We use white, if you can't keep 2 white pipes separate you should be taken out back and shot.


----------



## Redwood

I prefer using colors over white.

Quite often the water here will stain the translucent white PEX and colors hide it nicely avoiding possible complaints.


----------



## AWWGH

Redwood said:


> I prefer using colors over white.
> 
> Quite often the water here will stain the translucent white PEX and colors hide it nicely avoiding possible complaints.


Agreed.

Nothing better than the clear pipes stained with iron, customers love to see that. Solid colors and they won't call crying.


----------



## billy_awesome

I just always thought that using red and blue collars makes it look a bit 'cheap'

not that theres anything wrong doing it with colors, just I feel keeping everything the same color looks a bit more professional. You never used colored tee's and 90's for copper.....


----------



## jc-htownplumber

I like the colors I have no problem with either or but I like the color for the next guy I can't count how many times I gone to a house and the ice makers is hooked up on the hot water


----------



## Widdershins

jc-htownplumber said:


> I like the colors I have no problem with either or but I like the color for the next guy I can't count how many times I gone to a house and the ice makers is hooked up on the hot water


We use to run hot water to ice makers all the time -- It was believed that it made clearer ice cubes. A load of hooey as far as I'm concerned. 

We stopped doing it during the Legionella scare in the early 80's.


----------



## Widdershins

Redwood said:


> I prefer using colors over white.
> 
> Quite often the water here will stain the translucent white PEX and colors hide it nicely avoiding possible complaints.


I try to use at least one color, usually red.

Red and blue together just looks too cartoonish.


----------



## surfdog

Around here they use blue for cold ,red for hot.
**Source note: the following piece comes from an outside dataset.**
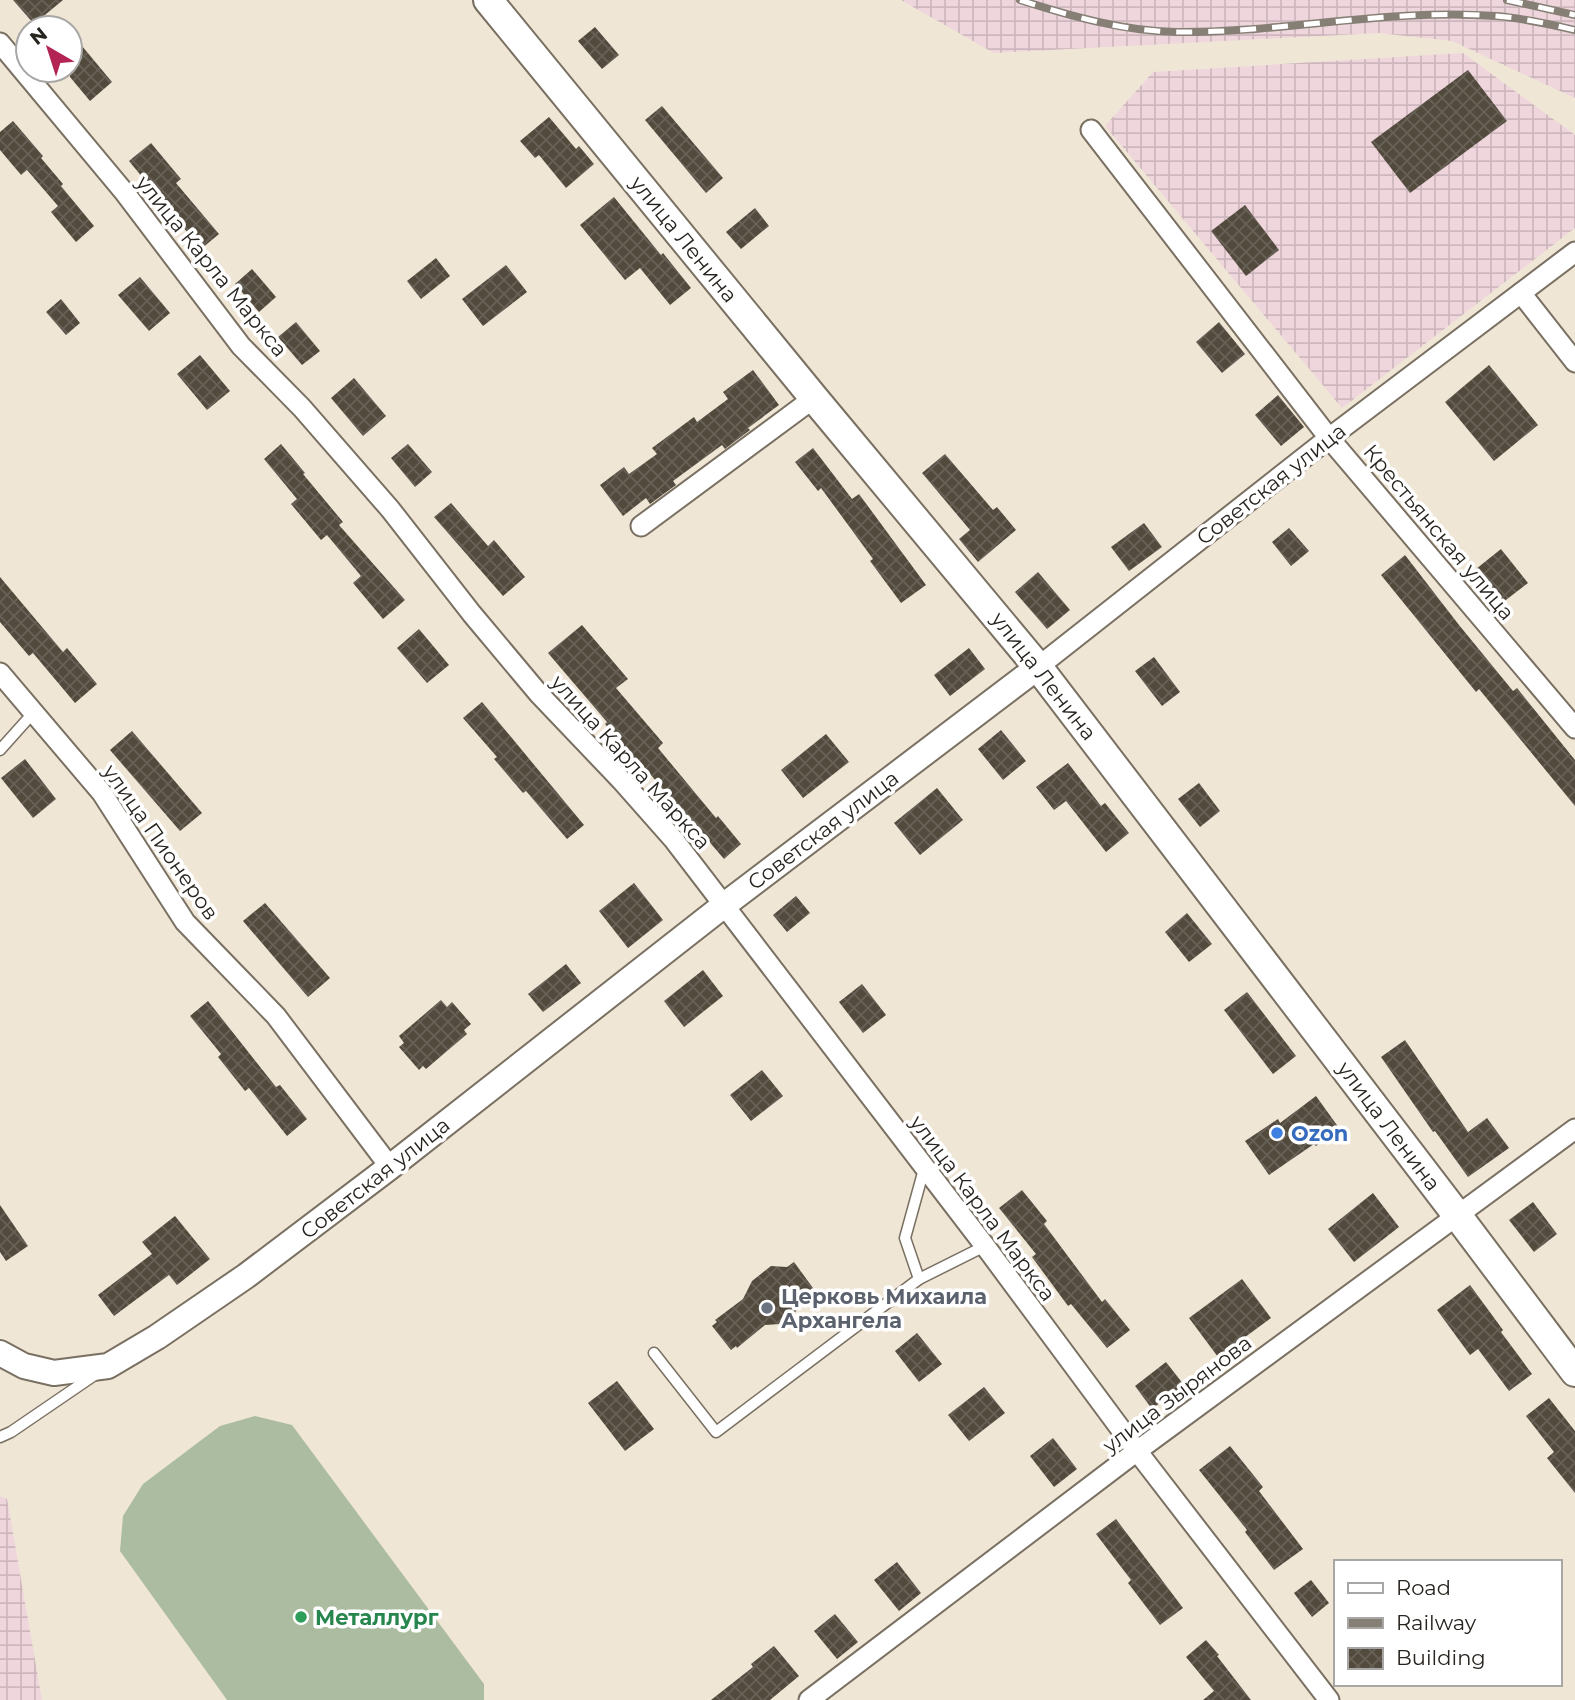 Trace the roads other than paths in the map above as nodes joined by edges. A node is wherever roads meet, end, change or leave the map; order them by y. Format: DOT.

We call it the stupid pipe.


----------



## OldSchool

surfdog said:


> Around here they use blue for cold ,red for hot. We call it the stupid pipe.


At least it's not the other way around


----------



## PunkRockPlumber

You guys are way too picky. It's colors. Ya sound like women talking about shoes.


----------



## jc-htownplumber

surfdog said:


> Around here they use blue for cold ,red for hot. We call it the stupid pipe.


Exactly thats pretty much why we do it also and like they said before it doesn't show the rust in the lines


----------



## 89plumbum

Widdershins said:


> We use to run hot water to ice makers all the time -- It was believed that it made clearer ice cubes. A load of hooey as far as I'm concerned.
> 
> We stopped doing it during the Legionella scare in the early 80's.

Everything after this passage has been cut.